In my case social isolation was due more to a lack of interest in socialising than to a lack of innate ability. I was comparatively sociable during my primary school years, though I had a few periods of selective mutism, and in earlier childhood I'd play with more boisterous older children but refused to interact with other children my own age. When I got older my peers were no longer interested in playing running-around games and switched to spending all their time chatting about topics that I had no interest in. So I became a loner and developed social anxiety issues.

Some symptoms didn't apply to me; I never had difficulty with understanding pragmatics or sarcasm or with theory of mind and I never had enough difficulties with abstract thought to prevent me from studying philosophy or category theory.
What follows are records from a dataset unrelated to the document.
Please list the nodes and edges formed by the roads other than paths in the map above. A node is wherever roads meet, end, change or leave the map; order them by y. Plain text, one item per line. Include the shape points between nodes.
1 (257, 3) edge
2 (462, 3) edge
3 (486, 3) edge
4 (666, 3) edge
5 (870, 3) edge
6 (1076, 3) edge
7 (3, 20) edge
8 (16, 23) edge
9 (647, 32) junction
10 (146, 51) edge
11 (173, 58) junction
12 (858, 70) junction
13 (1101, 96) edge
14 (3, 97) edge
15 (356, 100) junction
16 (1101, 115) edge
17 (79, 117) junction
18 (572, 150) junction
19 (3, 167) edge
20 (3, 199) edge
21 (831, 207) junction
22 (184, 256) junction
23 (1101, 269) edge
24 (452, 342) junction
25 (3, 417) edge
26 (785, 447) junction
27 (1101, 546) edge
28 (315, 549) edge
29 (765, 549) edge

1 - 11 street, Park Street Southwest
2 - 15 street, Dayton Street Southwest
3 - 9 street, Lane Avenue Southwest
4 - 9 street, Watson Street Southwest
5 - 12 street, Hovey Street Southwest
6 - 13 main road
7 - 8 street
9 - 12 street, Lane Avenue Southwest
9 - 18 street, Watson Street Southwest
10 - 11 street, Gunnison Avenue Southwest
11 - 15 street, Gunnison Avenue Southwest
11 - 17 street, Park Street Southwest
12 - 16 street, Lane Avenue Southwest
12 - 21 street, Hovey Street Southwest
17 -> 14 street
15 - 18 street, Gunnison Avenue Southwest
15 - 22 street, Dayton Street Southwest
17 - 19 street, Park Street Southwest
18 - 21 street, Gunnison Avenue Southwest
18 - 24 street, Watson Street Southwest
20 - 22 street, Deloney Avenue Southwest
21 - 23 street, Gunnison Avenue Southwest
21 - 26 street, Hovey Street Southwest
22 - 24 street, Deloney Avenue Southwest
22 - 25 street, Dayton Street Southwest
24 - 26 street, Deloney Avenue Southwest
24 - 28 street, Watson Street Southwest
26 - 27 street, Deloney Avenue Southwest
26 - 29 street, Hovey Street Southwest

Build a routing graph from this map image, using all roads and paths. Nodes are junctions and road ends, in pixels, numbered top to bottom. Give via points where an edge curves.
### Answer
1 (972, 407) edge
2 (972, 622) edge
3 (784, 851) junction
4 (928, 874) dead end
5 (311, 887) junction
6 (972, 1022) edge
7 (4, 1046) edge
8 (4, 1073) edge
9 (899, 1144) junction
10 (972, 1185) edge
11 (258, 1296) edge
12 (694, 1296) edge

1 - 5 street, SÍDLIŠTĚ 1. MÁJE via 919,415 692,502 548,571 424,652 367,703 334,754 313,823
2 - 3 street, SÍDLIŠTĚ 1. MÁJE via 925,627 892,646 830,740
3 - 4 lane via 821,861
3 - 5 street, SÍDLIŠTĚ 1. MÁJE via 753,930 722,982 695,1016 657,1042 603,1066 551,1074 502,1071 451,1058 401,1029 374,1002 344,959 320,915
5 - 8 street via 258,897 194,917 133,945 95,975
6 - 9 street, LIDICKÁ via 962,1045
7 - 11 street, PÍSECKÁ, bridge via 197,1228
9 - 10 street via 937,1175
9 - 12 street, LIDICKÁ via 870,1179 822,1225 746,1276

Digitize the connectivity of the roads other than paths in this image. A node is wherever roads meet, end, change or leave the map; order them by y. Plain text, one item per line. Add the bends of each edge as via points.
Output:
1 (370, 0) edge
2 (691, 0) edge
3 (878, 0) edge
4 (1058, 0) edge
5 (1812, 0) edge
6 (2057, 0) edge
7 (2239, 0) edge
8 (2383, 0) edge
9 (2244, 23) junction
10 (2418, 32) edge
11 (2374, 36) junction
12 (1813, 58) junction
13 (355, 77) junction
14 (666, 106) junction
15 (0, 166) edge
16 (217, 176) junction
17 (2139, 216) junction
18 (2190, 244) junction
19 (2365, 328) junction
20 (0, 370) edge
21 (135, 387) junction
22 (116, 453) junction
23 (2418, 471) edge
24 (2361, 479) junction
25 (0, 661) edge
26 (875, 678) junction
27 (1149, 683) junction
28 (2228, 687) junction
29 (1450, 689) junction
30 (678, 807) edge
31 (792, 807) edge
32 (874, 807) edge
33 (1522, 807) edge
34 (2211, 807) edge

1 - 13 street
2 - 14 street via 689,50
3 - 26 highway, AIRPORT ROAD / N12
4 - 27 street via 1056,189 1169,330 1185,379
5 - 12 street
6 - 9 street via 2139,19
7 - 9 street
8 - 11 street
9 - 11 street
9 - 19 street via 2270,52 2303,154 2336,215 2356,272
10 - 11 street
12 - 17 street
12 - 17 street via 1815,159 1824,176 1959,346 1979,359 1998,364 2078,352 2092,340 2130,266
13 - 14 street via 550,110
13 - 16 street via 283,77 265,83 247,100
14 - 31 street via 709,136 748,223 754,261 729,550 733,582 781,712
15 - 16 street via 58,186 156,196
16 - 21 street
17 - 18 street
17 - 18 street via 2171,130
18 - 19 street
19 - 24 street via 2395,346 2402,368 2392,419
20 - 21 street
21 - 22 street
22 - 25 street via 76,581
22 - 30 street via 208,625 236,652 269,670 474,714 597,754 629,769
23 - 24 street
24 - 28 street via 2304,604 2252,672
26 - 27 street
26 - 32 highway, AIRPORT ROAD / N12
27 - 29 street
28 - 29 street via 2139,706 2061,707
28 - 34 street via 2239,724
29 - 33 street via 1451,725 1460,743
However I was/am hyperactive, hypersensitive to sound, lined up toys, would scream at any attempt to have my hair brushed, refused to wear shoes and socks until I was given seamless socks and rocked or stimmed when stressed. I have atrocious handwriting, can't really catch a ball and once accumulated so many bruises that a teacher called social services. I frequently space out, which could be interpreted either as a sign of autism or of the ability to think about something more interesting than my immediate surroundings. Additionally, I have narrow obsessive interests in life, the universe and everything in the complement of the set of things that non-nerds are interested in.

NB I deviate from the nerd stereotype insofar as I am blonde, like being outdoors and run ten miles a day.

I suspect that the clumsiness is a sign of cerebellar problems, and the sensory differences are down to 'weak central coherence' - being more conscious of the lower levels of sensory processing.

And have you found a way to overcome this social isolation? I have trouble finding interest in meeting people myself, although I do not have it as hard as yourself, as it seems.

PS: I did not know non-blondeness was a necessary condition for being nerd.